Your assignment - Go over the material below and report every line that contains the word "North".
----
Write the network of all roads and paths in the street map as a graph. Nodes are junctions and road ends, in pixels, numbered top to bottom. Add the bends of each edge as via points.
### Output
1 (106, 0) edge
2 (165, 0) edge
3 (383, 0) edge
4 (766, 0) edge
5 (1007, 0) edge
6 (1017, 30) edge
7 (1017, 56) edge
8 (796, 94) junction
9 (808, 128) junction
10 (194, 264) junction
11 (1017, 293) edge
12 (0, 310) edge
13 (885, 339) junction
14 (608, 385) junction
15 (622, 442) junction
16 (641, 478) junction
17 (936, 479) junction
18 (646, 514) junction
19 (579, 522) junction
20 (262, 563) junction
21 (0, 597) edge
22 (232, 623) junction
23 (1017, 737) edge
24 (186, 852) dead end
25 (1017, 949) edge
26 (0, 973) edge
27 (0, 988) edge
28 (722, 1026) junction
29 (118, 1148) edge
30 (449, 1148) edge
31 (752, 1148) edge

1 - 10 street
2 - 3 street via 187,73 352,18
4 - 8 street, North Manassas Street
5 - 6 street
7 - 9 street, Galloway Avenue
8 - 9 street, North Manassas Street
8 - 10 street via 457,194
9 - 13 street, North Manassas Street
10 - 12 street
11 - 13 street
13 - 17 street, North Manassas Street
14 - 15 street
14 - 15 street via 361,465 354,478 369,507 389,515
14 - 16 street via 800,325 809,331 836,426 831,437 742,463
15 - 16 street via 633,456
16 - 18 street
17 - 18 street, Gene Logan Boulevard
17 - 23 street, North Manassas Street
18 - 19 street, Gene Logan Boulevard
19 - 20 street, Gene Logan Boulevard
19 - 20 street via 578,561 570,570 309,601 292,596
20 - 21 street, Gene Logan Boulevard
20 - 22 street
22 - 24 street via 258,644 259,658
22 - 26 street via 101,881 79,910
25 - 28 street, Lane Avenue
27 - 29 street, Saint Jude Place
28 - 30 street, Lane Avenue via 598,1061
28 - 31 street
----
Solution for this exercise -
4 - 8 street, North Manassas Street
8 - 9 street, North Manassas Street
9 - 13 street, North Manassas Street
13 - 17 street, North Manassas Street
17 - 23 street, North Manassas Street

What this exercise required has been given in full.